Experience the latest capabilities of Cisco Secure Firewall 10.0 in a practical hands-on lab focused on modern network protection, traffic visibility, secure remote access, SD-WAN scenarios, and the use of AI in security policy management.
This lab is not only about traditional firewall configuration. Participants will go through real-world scenarios that demonstrate how Cisco Secure Firewall helps protect users, applications, and branch networks in an environment with an ever-growing volume of encrypted traffic, dynamic identities, cloud services, and hybrid infrastructure.

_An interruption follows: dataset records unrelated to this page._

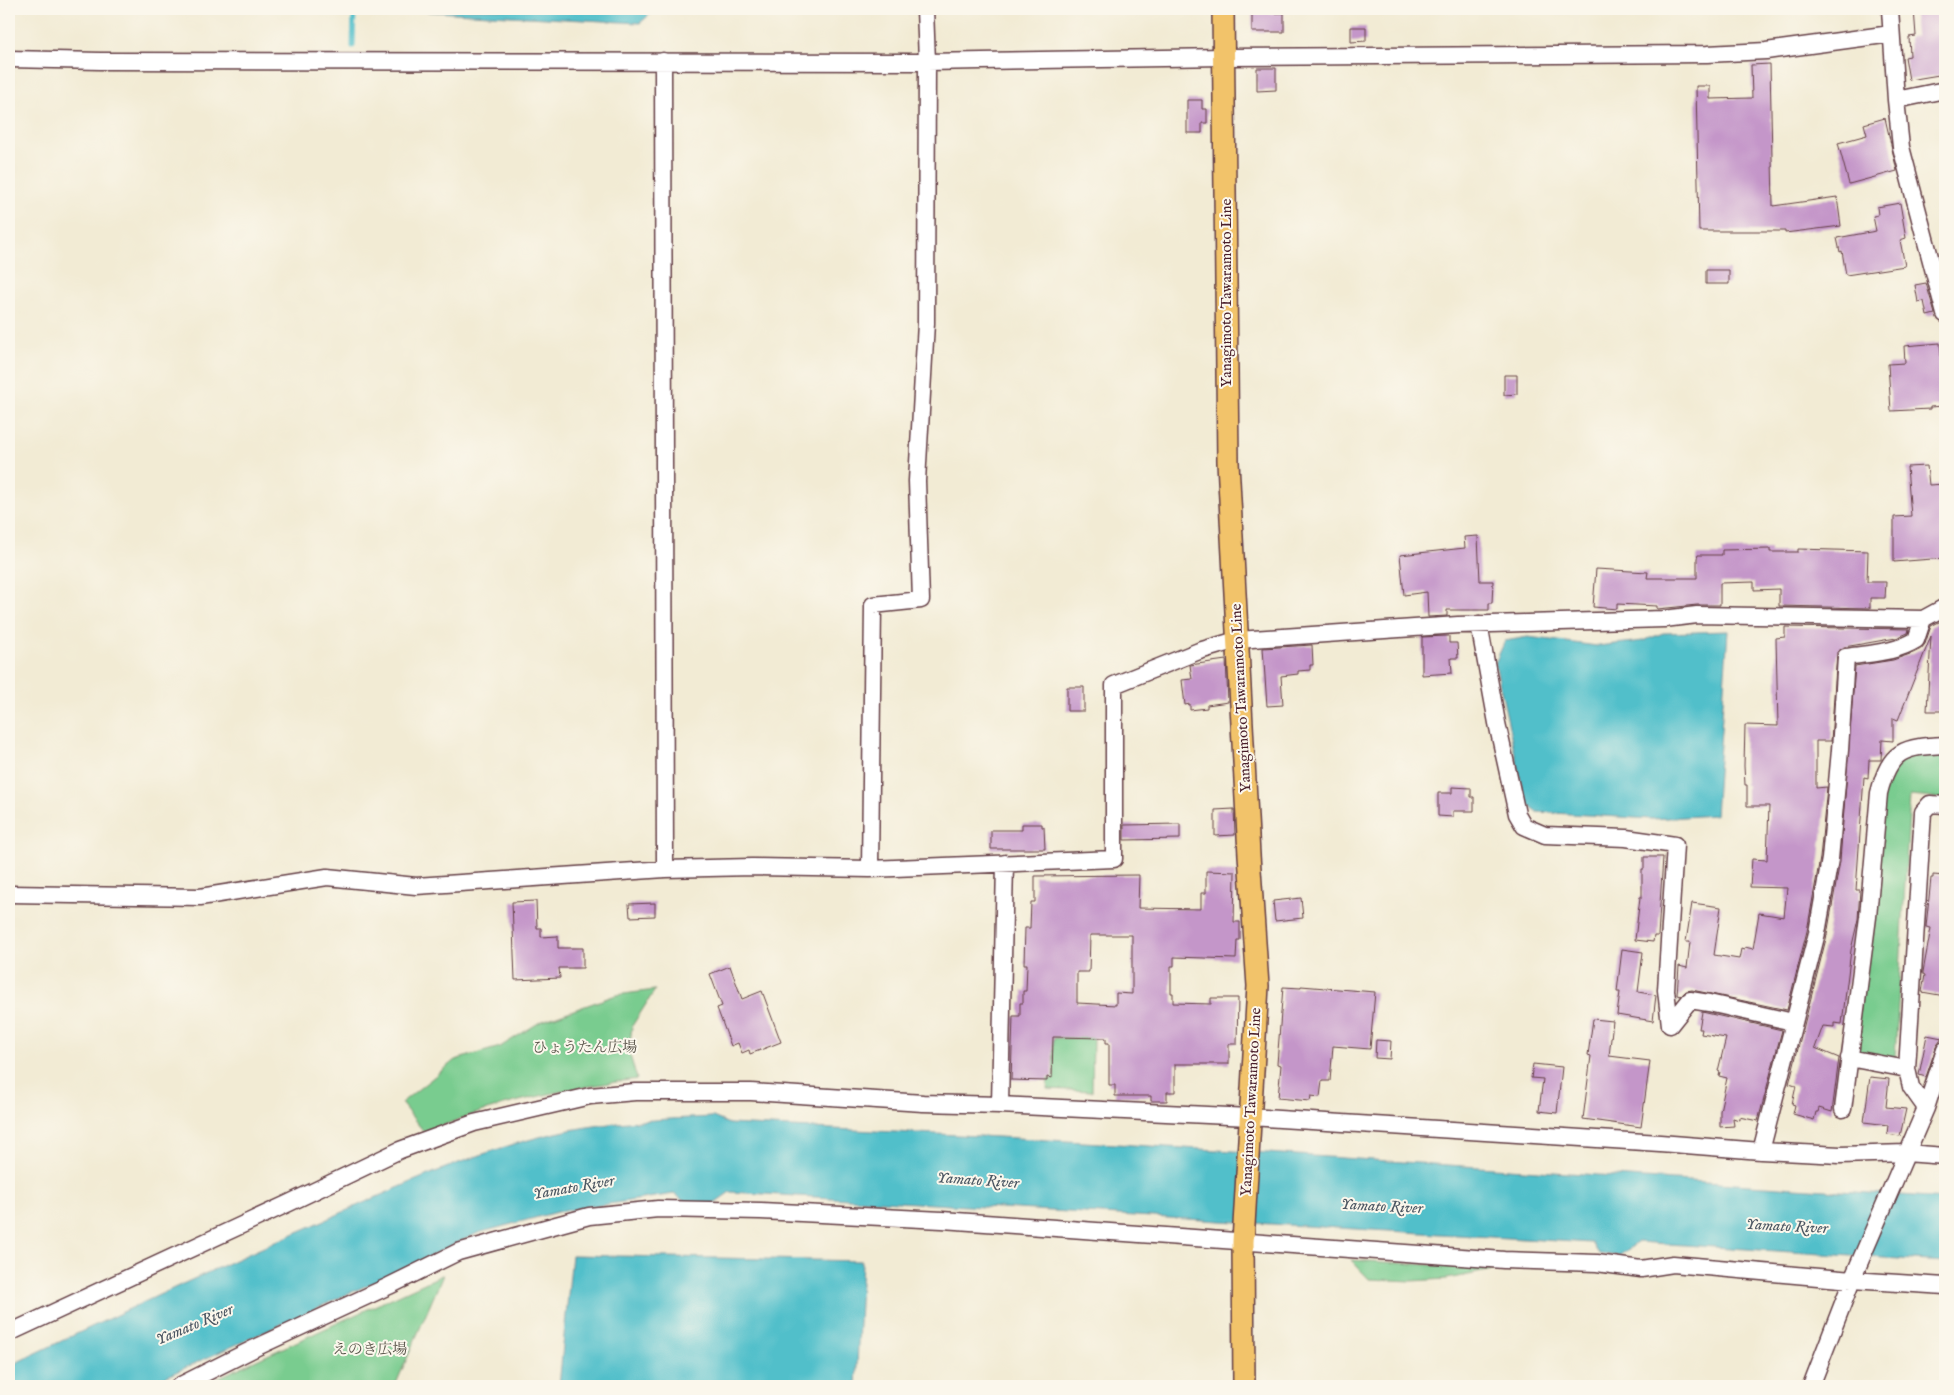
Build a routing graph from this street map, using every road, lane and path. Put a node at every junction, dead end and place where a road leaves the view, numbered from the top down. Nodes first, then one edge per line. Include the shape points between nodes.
1 (925, 9) edge
2 (1223, 9) edge
3 (1890, 9) edge
4 (1891, 34) junction
5 (1224, 57) junction
6 (9, 59) edge
7 (663, 62) junction
8 (927, 62) junction
9 (1945, 90) edge
10 (1896, 100) junction
11 (1945, 314) edge
12 (1945, 607) edge
13 (1923, 619) junction
14 (1479, 624) junction
15 (1237, 640) junction
16 (1945, 746) edge
17 (1945, 805) edge
18 (1005, 863) junction
19 (665, 869) junction
20 (870, 869) junction
21 (9, 894) edge
22 (1793, 1022) junction
23 (1945, 1050) edge
24 (1849, 1058) junction
25 (1907, 1069) junction
26 (1000, 1105) junction
27 (1926, 1108) junction
28 (1843, 1110) dead end
29 (1249, 1121) junction
30 (1761, 1152) junction
31 (1945, 1156) edge
32 (1904, 1160) junction
33 (1243, 1239) junction
34 (1855, 1274) junction
35 (1945, 1286) edge
36 (9, 1333) edge
37 (180, 1386) edge
38 (1244, 1386) edge
39 (1811, 1386) edge

1 - 8 street
2 - 5 main road, Yanagimoto Tawaramoto Line
3 - 4 street
4 - 5 street via 1766,51 1707,54
4 - 10 street
5 - 8 street
5 - 15 main road, Yanagimoto Tawaramoto Line via 1228,462
6 - 7 street
7 - 8 street
7 - 19 street
8 - 20 street via 926,323 917,480 921,600 873,605
9 - 10 street
10 - 11 street via 1901,147
12 - 13 street
13 - 14 street via 1698,615 1664,619
13 - 22 street via 1916,640 1906,647 1846,657 1830,859 1817,933
14 - 15 street
14 - 22 street via 1517,814 1524,826 1545,835 1626,838 1675,845 1666,990 1670,1025 1690,1000
15 - 18 street via 1198,651 1114,685 1114,858
15 - 29 main road, Yanagimoto Tawaramoto Line via 1258,986
16 - 24 street via 1918,747 1900,752 1884,774 1879,792 1868,917
17 - 25 street via 1930,804 1923,812
18 - 20 street
18 - 26 street
19 - 20 street
19 - 21 street via 416,886 328,877 200,896
22 - 30 street
23 - 27 street
24 - 25 street
24 - 28 street
25 - 27 street via 1911,1087
26 - 29 street
26 - 36 street via 751,1092 635,1092 590,1096 474,1124 400,1150
27 - 32 street
29 - 30 street via 1660,1143
29 - 33 main road, Yanagimoto Tawaramoto Line
30 - 32 street
31 - 32 street
32 - 34 street
33 - 34 street via 1504,1260 1597,1263 1641,1269 1673,1264
33 - 37 street via 761,1211 658,1209 589,1216 458,1252
33 - 38 main road, Yanagimoto Tawaramoto Line
34 - 35 street
34 - 39 street

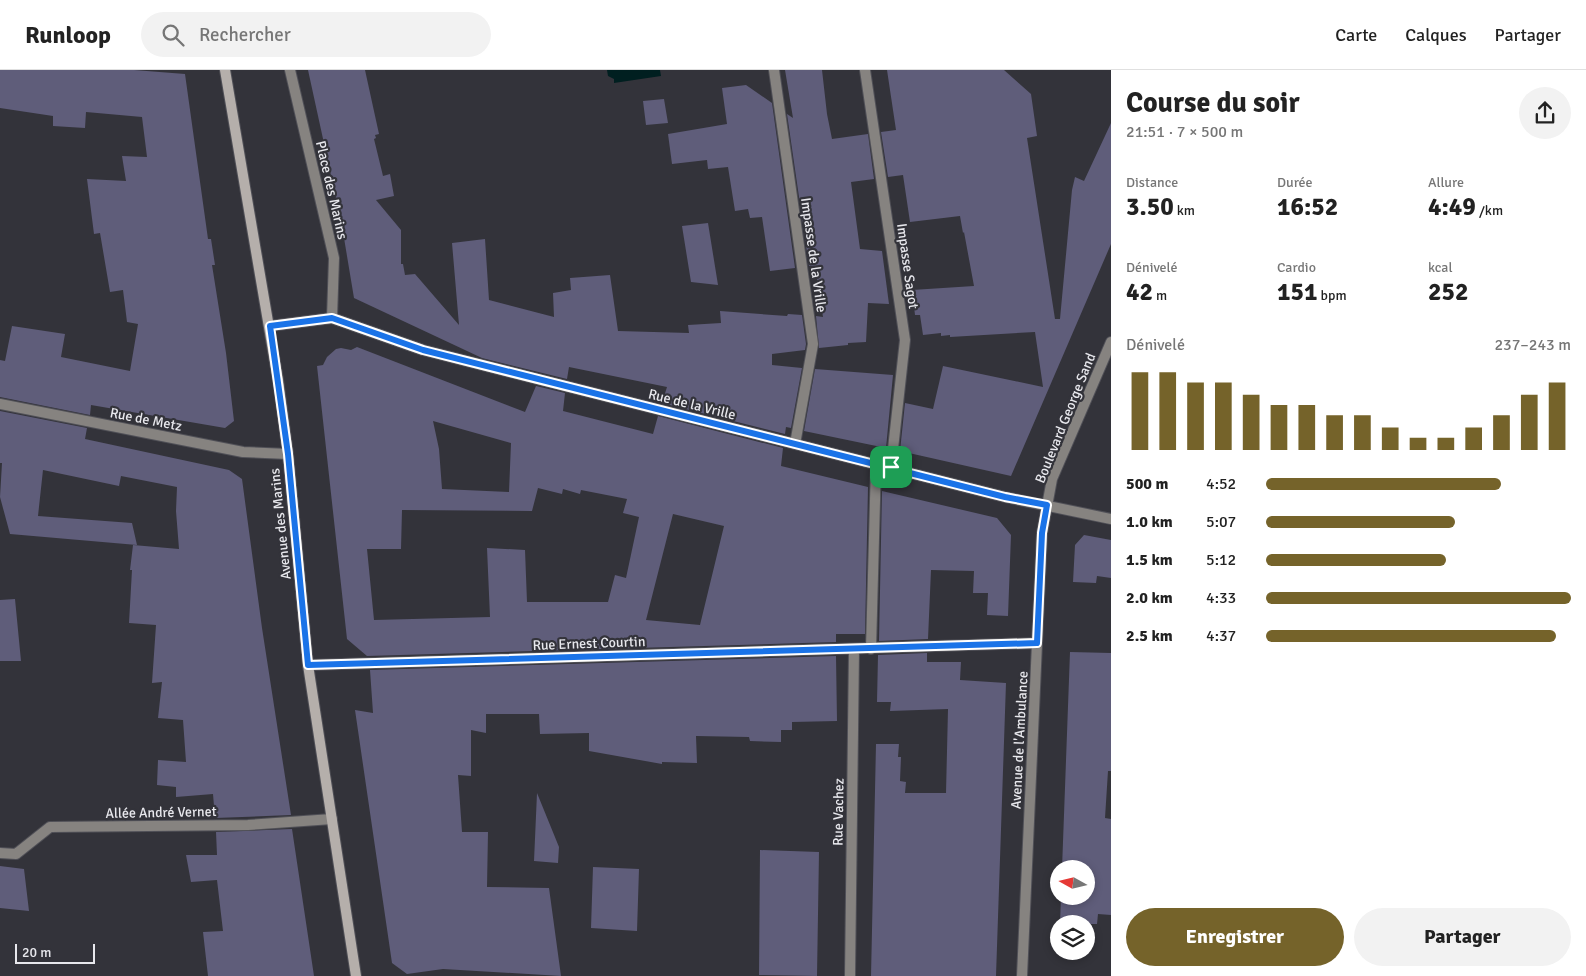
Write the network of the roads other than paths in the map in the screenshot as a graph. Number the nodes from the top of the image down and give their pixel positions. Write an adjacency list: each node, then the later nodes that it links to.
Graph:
1 (225, 70): 6 (main road, Avenue des Marins)
2 (290, 70): 5 (street, Place des Marins)
3 (774, 70): 9 (street, Impasse de la Vrille)
4 (865, 70): 12 (street, Impasse Sagot)
5 (332, 318): 6 (street, Rue de la Vrille); 9 (street, Rue de la Vrille)
6 (270, 326): 10 (main road, Avenue des Marins)
7 (1111, 342): 13 (street, Boulevard George Sand)
8 (0, 404): 10 (street, Rue de Metz)
9 (795, 444): 11 (street, Rue de la Vrille)
10 (288, 454): 18 (main road, Avenue des Marins)
11 (876, 464): 12 (street, Rue de la Vrille); 17 (street)
12 (891, 467): 13 (street, Rue de la Vrille)
13 (1047, 505): 14 (street, Rue de la Vrille); 15 (street, Avenue de l'Ambulance)
14 (1111, 519)
15 (1037, 643): 17 (street, Rue Ernest Courtin); 23 (street, Avenue de l'Ambulance)
16 (854, 649): 17 (street, Rue Ernest Courtin); 18 (street, Rue Ernest Courtin); 22 (street, Rue Vachez)
17 (871, 649)
18 (308, 665): 19 (main road, Avenue des Marins)
19 (332, 819): 20 (street, Allée André Vernet); 21 (main road, Avenue des Marins)
20 (0, 853)
21 (356, 976)
22 (850, 976)
23 (1022, 976)

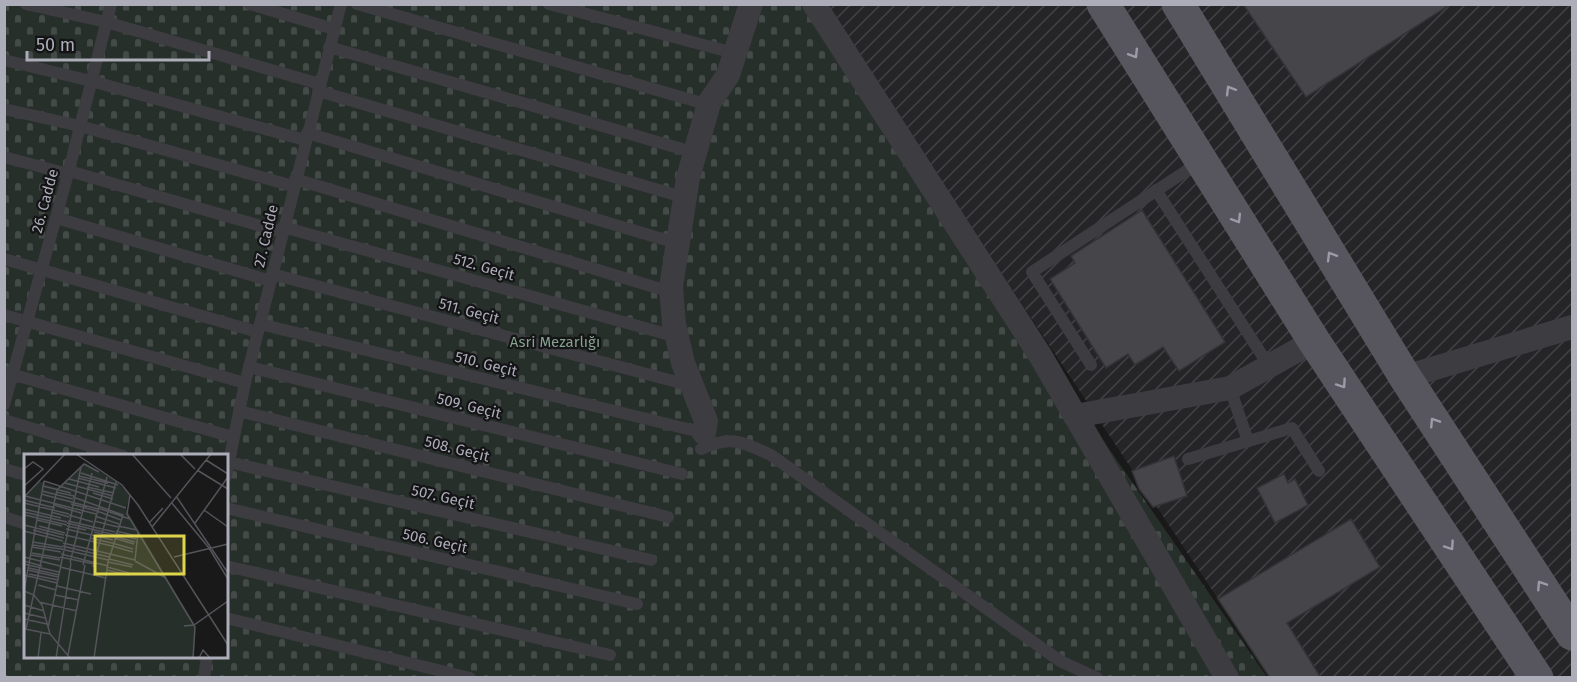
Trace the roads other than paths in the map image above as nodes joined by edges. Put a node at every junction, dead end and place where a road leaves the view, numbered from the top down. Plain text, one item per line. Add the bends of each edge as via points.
1 (26, 4) edge
2 (111, 4) edge
3 (250, 4) edge
4 (341, 4) edge
5 (357, 4) edge
6 (549, 4) edge
7 (751, 4) edge
8 (814, 4) edge
9 (1103, 4) edge
10 (1178, 4) edge
11 (106, 22) junction
12 (334, 29) junction
13 (329, 47) junction
14 (734, 53) junction
15 (4, 60) edge
16 (92, 81) junction
17 (319, 88) junction
18 (709, 105) junction
19 (4, 109) edge
20 (80, 126) junction
21 (306, 137) junction
22 (696, 153) junction
23 (4, 157) edge
24 (1201, 161) junction
25 (69, 172) junction
26 (294, 183) junction
27 (1156, 190) junction
28 (683, 197) junction
29 (56, 218) junction
30 (283, 230) junction
31 (676, 243) junction
32 (4, 260) edge
33 (41, 269) junction
34 (272, 277) junction
35 (671, 292) junction
36 (4, 315) edge
37 (27, 320) junction
38 (1572, 327) edge
39 (259, 328) junction
40 (677, 337) junction
41 (1314, 341) junction
42 (1091, 365) dead end
43 (1269, 366) junction
44 (249, 367) junction
45 (9, 373) edge
46 (1405, 377) junction
47 (245, 383) junction
48 (692, 386) junction
49 (1230, 388) junction
50 (4, 405) edge
51 (239, 411) junction
52 (1075, 416) junction
53 (4, 420) edge
54 (233, 437) junction
55 (703, 441) junction
56 (1248, 441) junction
57 (116, 454) edge
58 (1188, 459) dead end
59 (228, 462) edge
60 (4, 469) edge
61 (1319, 471) dead end
62 (24, 474) edge
63 (682, 474) dead end
64 (228, 508) edge
65 (4, 517) edge
66 (668, 517) dead end
67 (24, 523) edge
68 (651, 560) dead end
69 (228, 566) edge
70 (637, 604) dead end
71 (228, 618) edge
72 (1572, 634) edge
73 (610, 655) dead end
74 (207, 658) edge
75 (204, 678) edge
76 (470, 678) edge
77 (1097, 678) edge
78 (1227, 678) edge
79 (1537, 678) edge

1 - 11 lane
2 - 11 lane, 26. Cadde
3 - 12 lane
4 - 12 lane, 27. Cadde
5 - 18 lane
6 - 14 lane
7 - 14 street
8 - 52 street via 1040,355
9 -> 24 main road
46 -> 10 main road
11 - 16 lane, 26. Cadde
11 - 17 lane
12 - 13 lane, 27. Cadde
13 - 17 lane, 27. Cadde
13 - 22 lane
14 - 18 street via 728,75
15 - 16 lane
16 - 20 lane, 26. Cadde
16 - 21 lane
17 - 21 lane, 27. Cadde
17 - 28 lane
18 - 22 street
19 - 20 lane
20 - 25 lane, 26. Cadde
20 - 26 lane
21 - 26 lane, 27. Cadde
21 - 31 lane
22 - 28 street
23 - 25 lane, 512. Geçit
24 - 27 lane
24 -> 41 main road
25 - 29 lane, 26. Cadde
25 - 30 lane, 512. Geçit
26 - 30 lane, 27. Cadde
26 - 35 lane
27 - 42 lane via 1032,272
27 - 43 lane
28 - 31 street
29 - 33 lane, 26. Cadde
29 - 34 lane, 511. Geçit
30 - 34 lane, 27. Cadde
30 - 40 lane, 512. Geçit
31 - 35 street
32 - 33 lane, 510. Geçit
33 - 37 lane, 26. Cadde
33 - 39 lane, 510. Geçit
34 - 39 lane, 27. Cadde
34 - 48 lane, 511. Geçit
35 - 40 street
36 - 37 lane
37 - 45 lane, 26. Cadde
37 - 47 lane
38 - 46 street
39 - 44 lane, 27. Cadde
39 - 55 lane, 510. Geçit
40 - 48 street
41 - 43 street
41 -> 79 main road
43 - 49 street
44 - 47 lane, 27. Cadde
44 - 63 lane, 509. Geçit
45 - 50 lane, 26. Cadde
45 - 54 lane
72 -> 46 main road
47 - 51 lane, 27. Cadde
48 - 55 street via 706,421
49 - 52 street
49 - 56 lane
51 - 54 lane, 27. Cadde
51 - 66 lane, 508. Geçit
52 - 78 street
53 - 57 lane
54 - 59 lane, 27. Cadde
55 - 77 lane via 736,440 771,455 1060,661
56 - 58 lane
56 - 61 lane via 1292,428
59 - 68 lane, 507. Geçit
60 - 62 lane
64 - 70 lane, 506. Geçit
65 - 67 lane
69 - 73 lane
71 - 76 lane
74 - 75 lane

During the workshop, participants will get hands-on experience with advanced Cisco Firewall Management Center features, Zero Trust Access, user identity and Security Group Tags, SD-WAN extensions including DVTI and monitoring dashboards, as well as security mechanisms for threat detection in encrypted traffic. Version 10.0 also brings enhancements in the area of EVE, new options for traffic decryption, and expanded management and analytics capabilities.
What you will try in the lab
Advanced Cisco Secure Firewall capabilities
Participants will learn how Cisco Secure Firewall works with dynamic attributes, identity, and security tags. The lab covers CSDAC in Firewall Management Center, Zero Trust Access, policy-based routing based on user identity or SGT, and the use of VRF with Dynamic VTI through the SD-WAN Wizard. It also includes new traffic visibility views through the SD-WAN Summary Dashboard, Site-to-Site VPN Dashboard, and Remote Access VPN Dashboard.
SD-WAN and secure branches
The lab shows how a firewall can serve not only as a security control, but also as part of branch connectivity. Cisco documentation for SD-WAN features describes support for scenarios such as Direct Internet Access, Umbrella Auto Tunnel, DVTI hub-and-spoke topology, application-aware routing, ECMP, dual ISP, and WAN link performance monitoring.
Threat Lab and encrypted traffic
Participants will try security scenarios focused on threat detection, QUIC decryption, exceptions for the Encrypted Visibility Engine, and security content tagging. EVE in version 10.0 introduces new monitor and protect modes, the use of EVE for application detection, and new dashboard widgets that provide better visibility into suspicious encrypted traffic.
AIOps and AI-assisted policy management
A dedicated part of the lab focuses on Cisco AI Assistant, Policy Analyzer, and Policy Optimizer. The goal is to demonstrate how operational effort in firewall policy management can be reduced, how configuration can be understood more quickly, and how potential conflicts or optimization opportunities can be identified more effectively. Cisco states that FMC integration with Security Cloud Control provides access to services such as Cisco AI Assistant for Security, Policy Analyzer and Optimizer, and Zero-Touch Provisioning.
Who the lab is for
This workshop is intended for technical specialists, presales consultants, network administrators, security architects, and partners who want to better understand the current capabilities of Cisco Secure Firewall and learn how to present or deploy them in real-world customer scenarios.
It is also suitable for participants who already know Cisco Secure Firewall but want to gain practical experience with the new features of version 10.0, especially in the areas of Zero Trust Access, SD-WAN, encrypted visibility, threat detection, and AI-assisted policy management.
Prerequisites
Participants should have a basic understanding of networking principles, TCP/IP, routing, VPNs, and cybersecurity fundamentals. It is not necessary to be a Cisco Secure Firewall expert, but practical experience with firewalls, security policies, or network administration is an advantage.
Participants need to bring their own laptop to the workshop.
What participants will take away
After completing the lab, participants will have a better understanding of how Cisco Secure Firewall 10.0 helps address modern security challenges: protecting users and applications, controlling encrypted traffic, securely connecting branches, enabling remote access, working with identity, and managing firewall policies more efficiently.
The goal is for participants to leave not only with a theoretical overview, but with practical experience they can use when designing solutions, discussing requirements with customers, or deploying Cisco Secure Firewall in their own environment.